Verizon and Lavallette, New Jersey, agree that an in-person settlement conference “may facilitate resolution” of their small-cells dispute, said their joint status report Wednesday (docket 3:23-cv-23072) in U.S. District Court for New Jersey in Trenton. Verizon sued Lavallette and its council in December to challenge their “unreasonable and unsupported denial” of Verizon’s application for permit approval for the installation of five small cells within the borough’s public rights of way (see 2312140038). Verizon and Lavallette further agree that the in-person settlement conference should require the attendance of the parties, specifically the borough’s mayor and a Verizon representative “with full settlement authority," said the status report. The parties further agree that if a tentative agreement is reached at the settlement conference it will be subject to review and approval by the borough’s governing body, it said. The parties agree that an in-person settlement conference in the beginning or middle of August is feasible, it said.

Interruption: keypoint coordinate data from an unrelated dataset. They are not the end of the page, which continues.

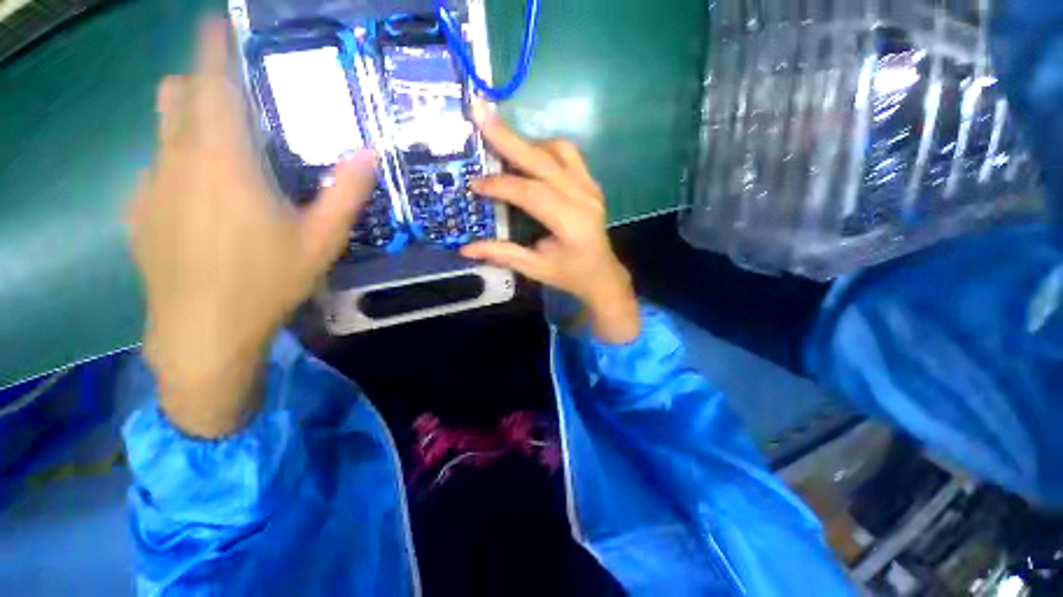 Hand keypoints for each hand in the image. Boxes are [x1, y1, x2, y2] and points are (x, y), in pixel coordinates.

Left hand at [128, 19, 375, 436]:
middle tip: (234, 101)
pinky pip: (158, 171)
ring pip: (164, 133)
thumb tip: (369, 153)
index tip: (215, 23)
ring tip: (225, 159)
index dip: (212, 48)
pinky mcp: (139, 213)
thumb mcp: (321, 239)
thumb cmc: (266, 281)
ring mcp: (151, 186)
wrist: (202, 331)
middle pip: (176, 96)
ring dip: (190, 127)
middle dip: (199, 83)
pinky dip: (180, 168)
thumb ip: (345, 192)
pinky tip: (205, 207)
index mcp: (223, 161)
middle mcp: (177, 160)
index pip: (211, 84)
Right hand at [461, 102, 639, 343]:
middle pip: (544, 160)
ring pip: (558, 150)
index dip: (501, 185)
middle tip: (479, 112)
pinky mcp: (591, 183)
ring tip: (501, 143)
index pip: (531, 194)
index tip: (474, 183)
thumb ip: (503, 254)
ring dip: (528, 143)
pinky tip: (527, 157)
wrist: (602, 274)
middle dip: (508, 137)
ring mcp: (591, 187)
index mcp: (571, 223)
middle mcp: (584, 198)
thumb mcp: (535, 269)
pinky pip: (568, 155)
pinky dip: (544, 150)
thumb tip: (466, 248)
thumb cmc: (569, 275) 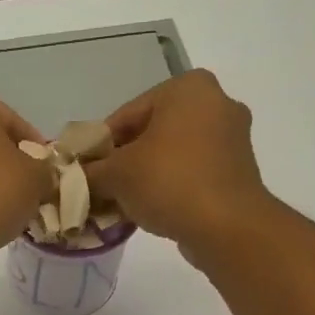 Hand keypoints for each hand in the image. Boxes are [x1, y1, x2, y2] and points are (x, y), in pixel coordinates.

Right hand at [84, 70, 273, 254]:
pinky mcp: (238, 172)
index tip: (85, 171)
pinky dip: (170, 188)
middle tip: (101, 189)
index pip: (127, 114)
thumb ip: (91, 171)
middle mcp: (216, 103)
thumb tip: (75, 178)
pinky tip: (149, 212)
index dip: (99, 145)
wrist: (227, 227)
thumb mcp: (116, 174)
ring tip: (121, 205)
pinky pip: (192, 174)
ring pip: (172, 155)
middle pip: (151, 133)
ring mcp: (232, 139)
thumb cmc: (169, 182)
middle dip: (124, 162)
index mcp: (188, 88)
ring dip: (145, 177) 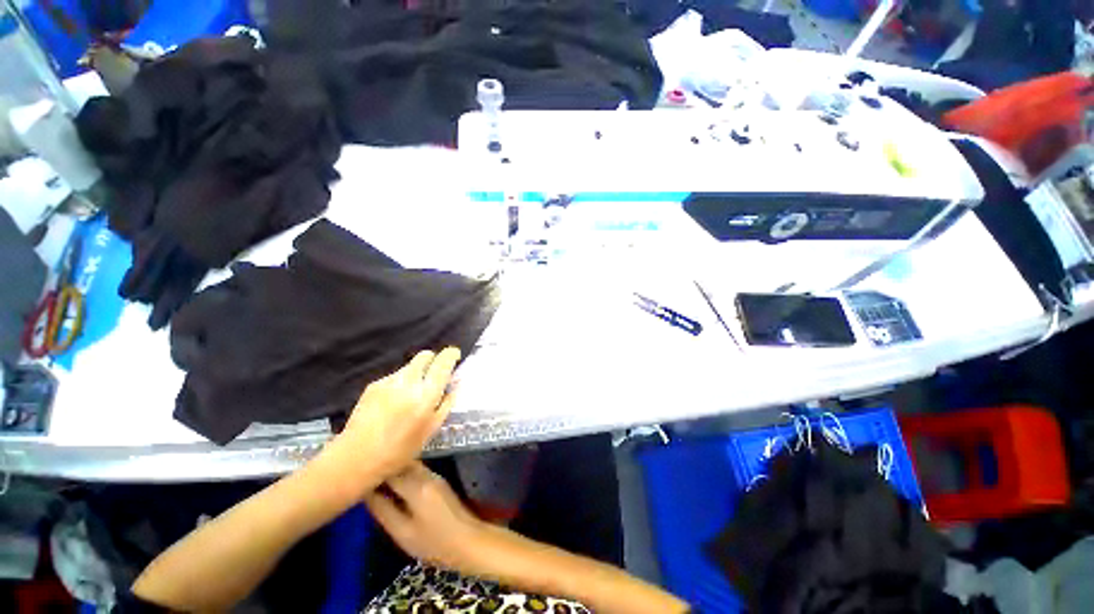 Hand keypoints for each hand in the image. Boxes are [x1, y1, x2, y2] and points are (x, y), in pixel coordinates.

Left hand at [324, 348, 460, 488]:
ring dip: (417, 372)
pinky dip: (401, 382)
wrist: (356, 458)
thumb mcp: (432, 429)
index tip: (455, 357)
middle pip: (425, 355)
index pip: (443, 360)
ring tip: (413, 393)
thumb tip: (456, 384)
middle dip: (434, 360)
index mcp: (427, 392)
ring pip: (409, 366)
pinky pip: (395, 376)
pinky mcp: (374, 385)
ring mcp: (389, 381)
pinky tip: (394, 402)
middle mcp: (409, 380)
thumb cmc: (401, 449)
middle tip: (435, 375)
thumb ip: (447, 402)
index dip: (452, 354)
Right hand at [364, 462, 490, 573]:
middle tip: (364, 475)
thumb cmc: (434, 543)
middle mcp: (426, 475)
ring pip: (409, 465)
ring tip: (374, 479)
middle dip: (383, 467)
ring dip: (393, 469)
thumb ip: (384, 511)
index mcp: (417, 486)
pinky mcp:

The 9th U.S. Circuit Court of Appeals denied AT&T’s March 5 motion for reversal of the district court’s decision finding summary judgment in favor of Lane County, Oregon (see 2402190001), said Circuit Judges Mark Bennett, Ryan Nelson and Eric Miller in an order Friday (docket 24-855). The denial is without prejudice to AT&T’s raising the arguments in its opening brief, which is due May 24, said the order. Lane County’s answering brief is due June 24, and AT&T’s optional reply brief is due within 21 days after service of the answering brief, said the order. The carrier contends that the district court wrongly found it was obligated to appeal the county’s denial of its cell tower application to the Oregon Land Use Board of Appeal. The district court ruled that AT&T failed to exhaust its administrative remedies and granted summary judgment for Lane County “without having to reach the merits of either party’s summary judgment arguments” about the county’s decision in denying the cell tower.